Der 3D-Biodruck, auch Bioprinting genannt, eröffnet hier enorme Potenziale. Diese Fertigungstechnologie ermöglicht es, biologisches Gewebe in einem dreidimensionalen Format herzustellen. Wie bei herkömmlichen Verfahren der additiven Fertigung werden beim 3D-Biodruck Schichten von Materialien zu einer bestimmten Struktur aufgebaut. Allerdings werden als Drucktinten Biomaterialien verwendet, in die sogar lebende Zellen eingebettet sein können.

Biotinten für den 3D-Biodruck

»Im Projekt BioPol-3D entwickeln wir Tinten für den 3D-Biodruck, die bereits die Knorpelzellen der Patientin oder des Patienten enthalten. Die Zellen sind dabei in ein Hydrogel eingebettet. Diese Biotinten können während oder nach dem Druck vernetzt oder stabilisiert werden, um die gewünschte Form und Struktur zu erzeugen«, erklärt Professor Ruben R. Rosencrantz, Leiter des Forschungsbereichs »Life Science und Bioprozesse« am Fraunhofer IAP und Inhaber des Lehrstuhls »Biofunktionelle Polymermaterialien« an der BTU.

Als Hydrogelmatrix setzen die Forschenden unter anderem auf Glykopolymere. Diese werden eigens synthetisiert und eignen sich hervorragend dafür, die natürliche Umgebung von Knorpelzellen im Körper nachzubilden. Bislang kamen Glykopolymere jedoch nicht als Konstruktionsmaterial zum Einsatz. Im Rahmen des Projekts untersucht das Team, wie gut sich die Glykopolymere bezüglich ihrer Material- und Verarbeitungseigenschaften für den 3D-Biodruck eignen, und optimieren sie dafür. »Bei der Entwicklung dieser Glykopolymere vereinen wir unser chemisches und biotechnologisches Know-how am Fraunhofer IAP in einzigartiger Weise.
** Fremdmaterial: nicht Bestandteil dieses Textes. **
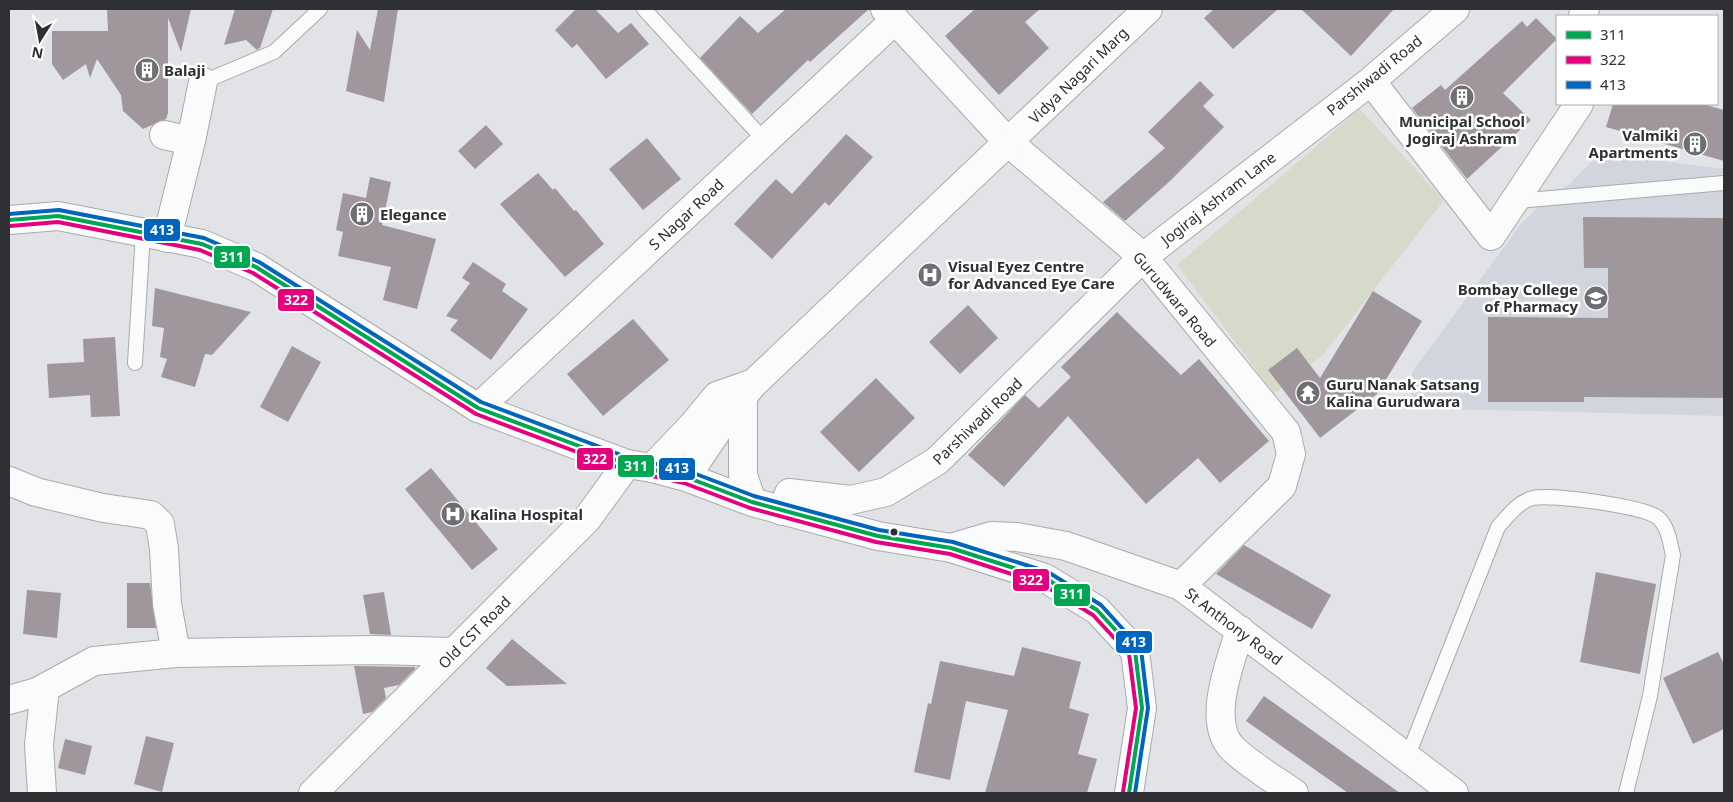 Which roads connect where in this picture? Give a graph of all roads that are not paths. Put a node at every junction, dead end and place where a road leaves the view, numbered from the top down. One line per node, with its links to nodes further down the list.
1 (320, 9): 7 (lane)
2 (644, 9): 12 (lane)
3 (1148, 9): 13 (street, Vidya Nagari Marg)
4 (1454, 9): 6 (street, Parshiwadi Road)
5 (890, 14): 12 (street, S Nagar Road); 13 (street, Gurudwara Road)
6 (1371, 81): 10 (street, Parshiwadi Road); 15 (street)
7 (203, 82): 11 (street)
8 (1578, 105): 15 (street)
9 (164, 134): 11 (street)
10 (1292, 139): 18 (street, Jogiraj Ashram Lane)
11 (191, 141): 17 (street)
12 (765, 141): 21 (street, S Nagar Road)
13 (1008, 142): 18 (street, Gurudwara Road); 20 (street, Vidya Nagari Marg)
14 (1724, 183): 15 (lane)
15 (1516, 201)
16 (9, 220): 17 (street)
17 (155, 235): 19 (lane); 21 (street)
18 (1143, 257): 26 (street, Parshiwadi Road); 28 (street, Gurudwara Road)
19 (135, 363)
20 (749, 389): 22 (street); 23 (street); 25 (street)
21 (478, 408): 22 (street)
22 (640, 466): 23 (street); 30 (street, Old CST Road)
23 (686, 477): 25 (street)
24 (9, 481): 31 (street)
25 (752, 502): 26 (street)
26 (782, 511): 27 (street)
27 (951, 548): 28 (street, St Anthony Road); 37 (street)
28 (1181, 586): 29 (street, St Anthony Road)
29 (1240, 630): 34 (street, St Anthony Road); 38 (street)
30 (453, 652): 31 (street); 36 (street, Old CST Road)
31 (176, 654): 32 (street)
32 (44, 688): 33 (street); 35 (street)
33 (9, 700)
34 (1408, 758): 39 (street, St Anthony Road); 40 (lane)
35 (42, 793)
36 (313, 793)
37 (1129, 793)
38 (1294, 793)
39 (1454, 793)
40 (1626, 793)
Diese Kombination spielt für BioPol-3D eine entscheidende Rolle, da die Materialoptimierung sehr genau auf die biologischen Vorgänge abgestimmt werden muss. «, so Rosencrantz.

»Unser Ansatz, die Knorpelzellen zu verdrucken, geht über herkömmliche Verfahren hinaus, denn wir bringen die biologische Komponente – also die Knorpelzellen – direkt in Form. Es wird also nicht erst ein Gerüst gedruckt, auf dem später Zellen angesiedelt werden«, ergänzt BTU-Kollegin Professorin Ursula Anderer, die die Arbeitsgruppe »Zellbiologie und Tissue Engineering« leitet.

»Es gibt eine Vielzahl an Parametern, die wir berücksichtigen müssen, um druckfähige Tinten zu entwickeln: die empfindlichen Knorpelzellen müssen vital bleiben, die Tinten müssen biokompatibel und kontrolliert bioabbaubar sein und schließlich muss die gewünschte Knorpelform eine hohe Stabilität und Festigkeit aufweisen. Unser Ziel ist es, eine fortschrittliche 3D-Zellkultur für die Therapie von Knorpelschäden zu etablieren und gleichzeitig die Herstellung solcher Formkörper durch additive Fertigung zu revolutionieren«, so Anderer.

3D-Biodruck stärkt Innovationskraft der Lausitz

3D-Biodruck ist ein aufstrebender Markt, der zahlreiche kleine und mittelständische Unternehmen sowie Start-ups anzieht – eine Entwicklung, von der auch die Lausitz profitieren wird. »Die intensive Zusammenarbeit zwischen der BTU und der Projektgruppe »Biologisierung/Biofunktionalisierung von Polymeren BioPol« am Fraunhofer IAP bietet ein großes Potenzial, um künftig noch innovativere Materialien für den 3D-Biodruck zu entwickeln. Bewähren sich diese Materialien und Verfahren, können wir künftig auch Anwendungen in den Bereichen Sensorik oder Kosmetik erschließen. Das stärkt die Innovationskraft der Region im Bereich des 3D-Drucks und fördert die Aktivitäten zum Strukturwandel in der Lausitz«, sagt Rosencrantz.